Aussenwirkung hatten in Vergangenheit vor allem der Verkaufsladen, der schon aufgelöst wurde, und das DOG-Turnier. Wie wollen Sie in Zukunft mit der Bevölkerung vor Ort in Kontakt treten?

Es hat in der Vergangenheit leider Massnahmen gebraucht, um wieder auf gesunden Beinen stehen zu können. Umso wichtiger ist es, auf uns aufmerksam zu machen und so den Kontakt zur Bevölkerung wieder herzustellen. Im Jubiläumsjahr möchten wir dies mit einer Reihe von Veranstaltungen und öffentlichen Vorträgen tun. Unsere Klientel soll nicht abgegrenzt sein, sondern ein Teil der Gesellschaft. Dazu braucht es Verbindungspunkte.

Was bedeutet ihnen der Standort Ottenbach und das Säuliamt?

Früher war man in Ottenbach weit weg von Zürich und somit von der Szene. Weiter weg ging im Kanton fast nicht. Ottenbach ist unser Hauptsitz, hier sind unsere Büros.

Die Institutionen der «Alternative» verteilen sich allerdings über Obfelden und Birmensdorf bis nach Zürich.

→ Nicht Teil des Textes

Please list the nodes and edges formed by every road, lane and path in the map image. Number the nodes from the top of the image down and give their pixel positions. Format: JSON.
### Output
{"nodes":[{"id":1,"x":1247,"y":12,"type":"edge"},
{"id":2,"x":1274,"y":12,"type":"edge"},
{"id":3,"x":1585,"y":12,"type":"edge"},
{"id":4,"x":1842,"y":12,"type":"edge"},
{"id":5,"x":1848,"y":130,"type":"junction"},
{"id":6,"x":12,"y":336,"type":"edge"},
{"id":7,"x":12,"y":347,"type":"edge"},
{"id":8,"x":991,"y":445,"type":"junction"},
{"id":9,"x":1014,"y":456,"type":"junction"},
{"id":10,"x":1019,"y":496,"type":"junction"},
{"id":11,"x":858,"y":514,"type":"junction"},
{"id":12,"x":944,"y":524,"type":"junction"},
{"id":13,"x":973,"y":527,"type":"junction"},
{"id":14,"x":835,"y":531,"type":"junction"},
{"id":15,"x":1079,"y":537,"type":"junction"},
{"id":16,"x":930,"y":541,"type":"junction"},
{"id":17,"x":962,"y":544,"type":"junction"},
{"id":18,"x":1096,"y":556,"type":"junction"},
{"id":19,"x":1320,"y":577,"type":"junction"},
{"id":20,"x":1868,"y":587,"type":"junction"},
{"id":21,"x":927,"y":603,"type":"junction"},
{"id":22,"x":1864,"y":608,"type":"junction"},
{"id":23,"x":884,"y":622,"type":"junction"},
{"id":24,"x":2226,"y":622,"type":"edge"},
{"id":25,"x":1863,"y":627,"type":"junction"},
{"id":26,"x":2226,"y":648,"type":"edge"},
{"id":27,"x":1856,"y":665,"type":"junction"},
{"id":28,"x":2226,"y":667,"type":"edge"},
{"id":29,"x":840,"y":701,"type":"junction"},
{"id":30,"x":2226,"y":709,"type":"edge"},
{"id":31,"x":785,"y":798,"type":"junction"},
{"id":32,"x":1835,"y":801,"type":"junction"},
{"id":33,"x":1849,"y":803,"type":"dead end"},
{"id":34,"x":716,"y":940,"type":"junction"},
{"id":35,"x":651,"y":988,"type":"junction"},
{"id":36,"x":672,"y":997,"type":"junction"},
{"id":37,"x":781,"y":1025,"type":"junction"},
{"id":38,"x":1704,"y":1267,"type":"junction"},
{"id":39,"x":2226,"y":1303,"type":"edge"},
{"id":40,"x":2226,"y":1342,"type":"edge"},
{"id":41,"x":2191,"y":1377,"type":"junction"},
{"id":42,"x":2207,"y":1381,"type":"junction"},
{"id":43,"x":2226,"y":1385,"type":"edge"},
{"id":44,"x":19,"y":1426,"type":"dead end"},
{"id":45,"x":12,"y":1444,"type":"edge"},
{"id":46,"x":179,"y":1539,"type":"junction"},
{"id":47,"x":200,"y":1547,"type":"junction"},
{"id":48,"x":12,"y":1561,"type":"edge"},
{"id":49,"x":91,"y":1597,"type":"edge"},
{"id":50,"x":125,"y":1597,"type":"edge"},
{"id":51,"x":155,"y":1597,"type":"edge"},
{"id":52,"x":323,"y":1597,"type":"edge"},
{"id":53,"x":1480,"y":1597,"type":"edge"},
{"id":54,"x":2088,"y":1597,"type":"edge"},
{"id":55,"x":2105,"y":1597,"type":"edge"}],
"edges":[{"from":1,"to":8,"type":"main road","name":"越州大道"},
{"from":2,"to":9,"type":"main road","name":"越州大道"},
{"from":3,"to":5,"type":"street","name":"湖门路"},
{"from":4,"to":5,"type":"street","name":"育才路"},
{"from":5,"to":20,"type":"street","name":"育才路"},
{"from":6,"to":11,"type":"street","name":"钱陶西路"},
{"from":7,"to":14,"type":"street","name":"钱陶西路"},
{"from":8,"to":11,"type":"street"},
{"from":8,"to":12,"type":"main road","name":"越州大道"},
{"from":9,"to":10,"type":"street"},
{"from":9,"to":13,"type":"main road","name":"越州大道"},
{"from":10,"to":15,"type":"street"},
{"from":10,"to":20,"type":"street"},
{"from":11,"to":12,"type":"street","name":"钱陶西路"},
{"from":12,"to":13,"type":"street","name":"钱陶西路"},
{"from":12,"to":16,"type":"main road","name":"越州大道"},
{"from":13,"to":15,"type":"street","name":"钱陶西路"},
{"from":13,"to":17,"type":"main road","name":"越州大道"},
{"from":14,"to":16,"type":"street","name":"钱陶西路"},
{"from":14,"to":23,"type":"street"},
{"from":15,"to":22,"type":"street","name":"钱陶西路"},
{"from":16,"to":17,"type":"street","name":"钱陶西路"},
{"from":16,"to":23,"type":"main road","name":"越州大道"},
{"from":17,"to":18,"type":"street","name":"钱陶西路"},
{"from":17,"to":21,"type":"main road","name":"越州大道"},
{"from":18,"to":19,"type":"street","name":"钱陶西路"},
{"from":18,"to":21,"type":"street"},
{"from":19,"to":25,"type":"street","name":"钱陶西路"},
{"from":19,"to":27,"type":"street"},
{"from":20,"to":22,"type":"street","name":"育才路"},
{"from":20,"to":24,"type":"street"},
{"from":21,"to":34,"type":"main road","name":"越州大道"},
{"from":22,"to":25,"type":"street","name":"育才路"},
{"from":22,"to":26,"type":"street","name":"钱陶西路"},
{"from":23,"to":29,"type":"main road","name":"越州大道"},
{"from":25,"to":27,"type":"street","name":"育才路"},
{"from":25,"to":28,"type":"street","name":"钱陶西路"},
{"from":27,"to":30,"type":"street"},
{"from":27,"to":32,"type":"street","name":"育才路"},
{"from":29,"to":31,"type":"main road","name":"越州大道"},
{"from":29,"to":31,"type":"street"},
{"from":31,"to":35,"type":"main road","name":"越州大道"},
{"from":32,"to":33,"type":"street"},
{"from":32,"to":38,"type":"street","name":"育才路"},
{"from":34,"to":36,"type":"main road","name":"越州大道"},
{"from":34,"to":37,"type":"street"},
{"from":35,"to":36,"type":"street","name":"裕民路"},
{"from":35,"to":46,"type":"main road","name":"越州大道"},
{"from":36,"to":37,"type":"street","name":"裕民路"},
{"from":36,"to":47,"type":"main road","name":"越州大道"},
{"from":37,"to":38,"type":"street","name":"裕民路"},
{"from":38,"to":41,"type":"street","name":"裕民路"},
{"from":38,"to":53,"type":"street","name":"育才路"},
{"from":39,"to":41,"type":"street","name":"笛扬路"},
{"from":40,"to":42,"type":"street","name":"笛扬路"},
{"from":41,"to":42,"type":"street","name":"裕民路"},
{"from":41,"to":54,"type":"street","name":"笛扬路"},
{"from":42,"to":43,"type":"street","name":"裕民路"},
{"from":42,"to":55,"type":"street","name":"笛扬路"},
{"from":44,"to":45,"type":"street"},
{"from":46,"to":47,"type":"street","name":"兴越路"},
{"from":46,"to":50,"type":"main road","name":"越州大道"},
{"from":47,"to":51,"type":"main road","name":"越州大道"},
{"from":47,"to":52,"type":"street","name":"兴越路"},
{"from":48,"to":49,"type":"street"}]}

Ist das noch zeitgemäss?

Von der Kostenstruktur her müsste man sich auf ein Zentrum beschränken. Die Frage ist: Wie viel Identität würde dadurch verloren gehen. Die Wohn­gruppe Ulmenhof ist ein Familienersatz. Wie viel Familiäres würde bleiben mit 40 Kindern auf einem Platz? Und die verschiedenen Standorte haben einen weiteren Vorteil. Wie wenn ein Jugendlicher aus dem Elternhaus auszieht, braucht es einen Schritt nach draussen, in die Selbstständigkeit. An einen Ort, wo nicht immer jemand da ist.

Mit was sollen die Säuliämtler «Die Alternative» assoziieren?

Sie sollen stolz sein, dass eine Institution hier zu Hause ist, die einen so wertvollen gesellschaftliche Auftrag ­erfüllt, und die Stärken der Region ­erkennt und wertschätzt.

Was wir hier tun, finde ich mit ­Herzblut fantastisch. Und mit zirka 90 Mitarbeitenden – rund 50 davon am Standort Ottenbach – sind wir auch ein attraktiver Arbeitgeber.